══ THE RECORDS

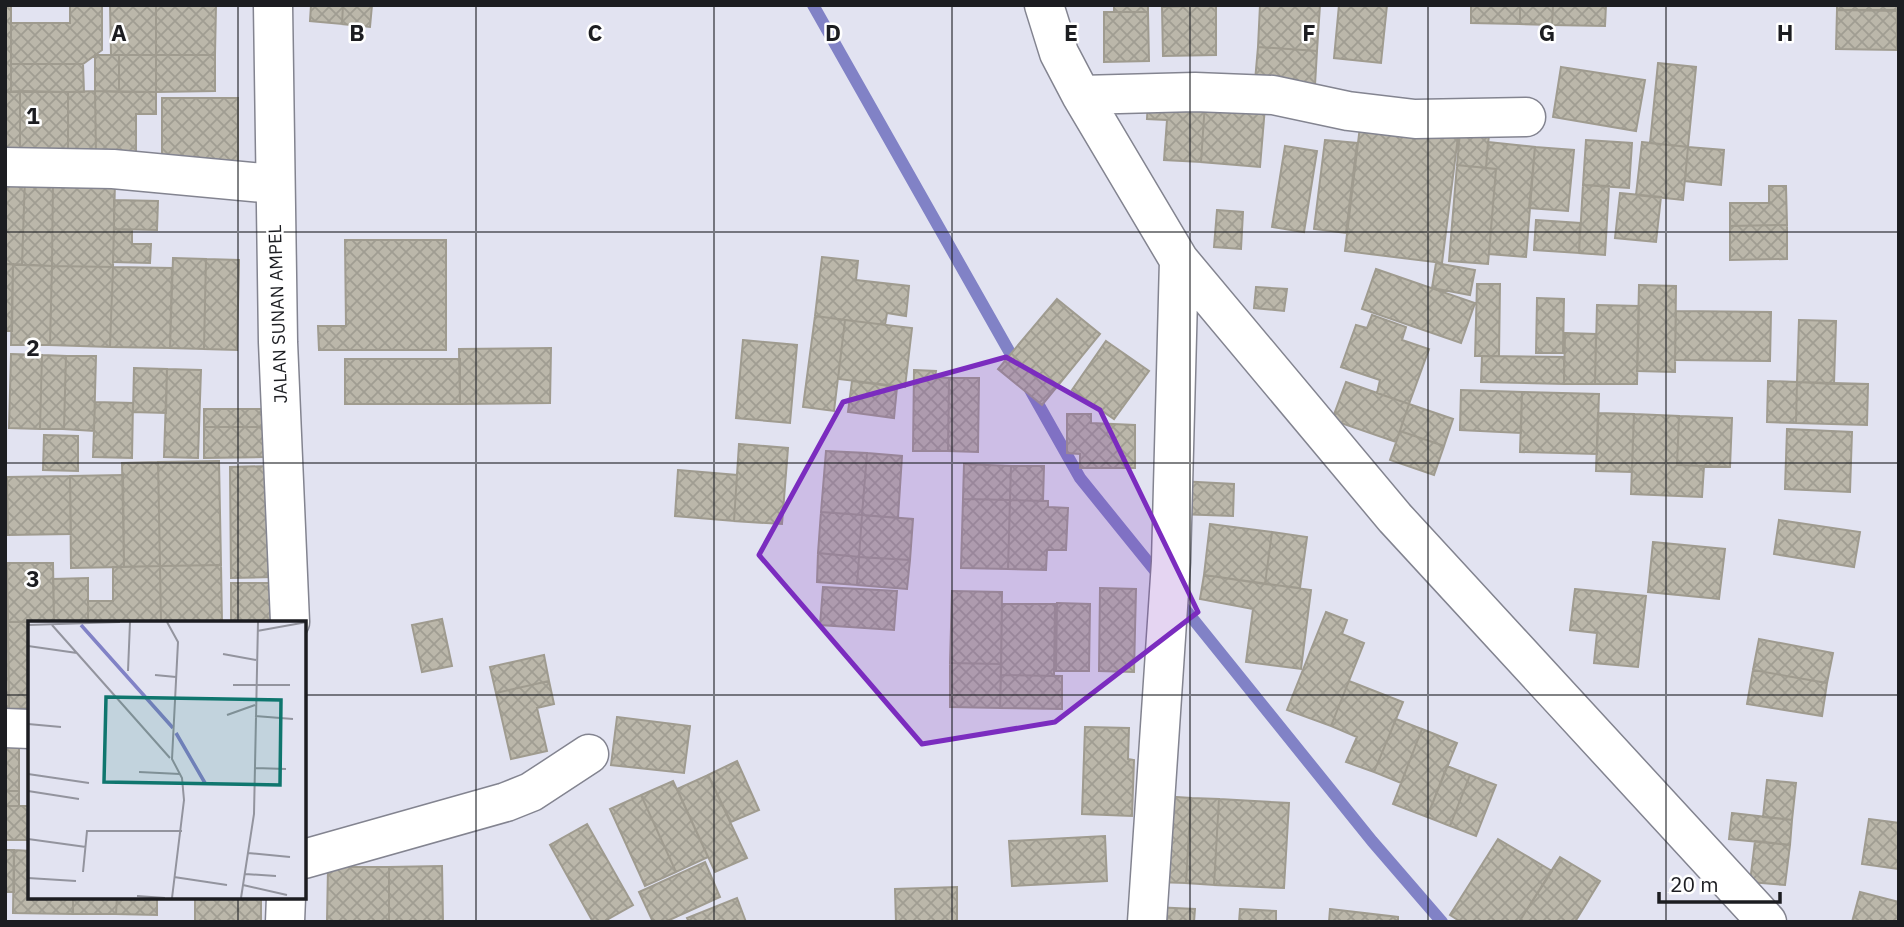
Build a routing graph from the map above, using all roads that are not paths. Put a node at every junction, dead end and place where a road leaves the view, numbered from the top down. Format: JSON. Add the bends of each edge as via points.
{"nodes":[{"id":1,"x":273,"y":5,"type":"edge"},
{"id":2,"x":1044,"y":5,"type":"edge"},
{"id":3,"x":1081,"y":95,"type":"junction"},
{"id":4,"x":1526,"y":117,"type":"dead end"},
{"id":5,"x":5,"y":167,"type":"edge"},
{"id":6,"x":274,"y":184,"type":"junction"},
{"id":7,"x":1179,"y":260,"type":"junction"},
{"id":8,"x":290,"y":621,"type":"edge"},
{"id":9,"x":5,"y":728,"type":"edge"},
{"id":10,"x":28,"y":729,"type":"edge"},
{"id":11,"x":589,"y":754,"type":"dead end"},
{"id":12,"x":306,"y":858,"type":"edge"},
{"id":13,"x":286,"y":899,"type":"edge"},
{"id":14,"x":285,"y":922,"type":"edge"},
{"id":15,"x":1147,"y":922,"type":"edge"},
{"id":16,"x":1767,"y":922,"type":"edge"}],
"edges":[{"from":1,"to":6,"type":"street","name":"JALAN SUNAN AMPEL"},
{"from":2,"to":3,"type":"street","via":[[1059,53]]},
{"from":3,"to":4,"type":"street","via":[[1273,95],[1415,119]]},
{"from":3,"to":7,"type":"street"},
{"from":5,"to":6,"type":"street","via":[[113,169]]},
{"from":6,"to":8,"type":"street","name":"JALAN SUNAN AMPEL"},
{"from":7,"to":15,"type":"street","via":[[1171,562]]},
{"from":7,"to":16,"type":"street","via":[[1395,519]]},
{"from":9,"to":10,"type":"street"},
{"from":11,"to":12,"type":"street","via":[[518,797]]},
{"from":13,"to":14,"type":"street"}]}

════

(EXERCISE DIRECTIONS) Find and copy every line in the entries above where the string "junction" occurs.

(EXPECTED ANSWER)
Build a routing graph from the map above, using all roads that are not paths. Put a node at every junction, dead end and place where a road leaves the view, numbered from the top down. Format: JSON. Add the bends of each edge as via points.
{"id":3,"x":1081,"y":95,"type":"junction"},
{"id":6,"x":274,"y":184,"type":"junction"},
{"id":7,"x":1179,"y":260,"type":"junction"},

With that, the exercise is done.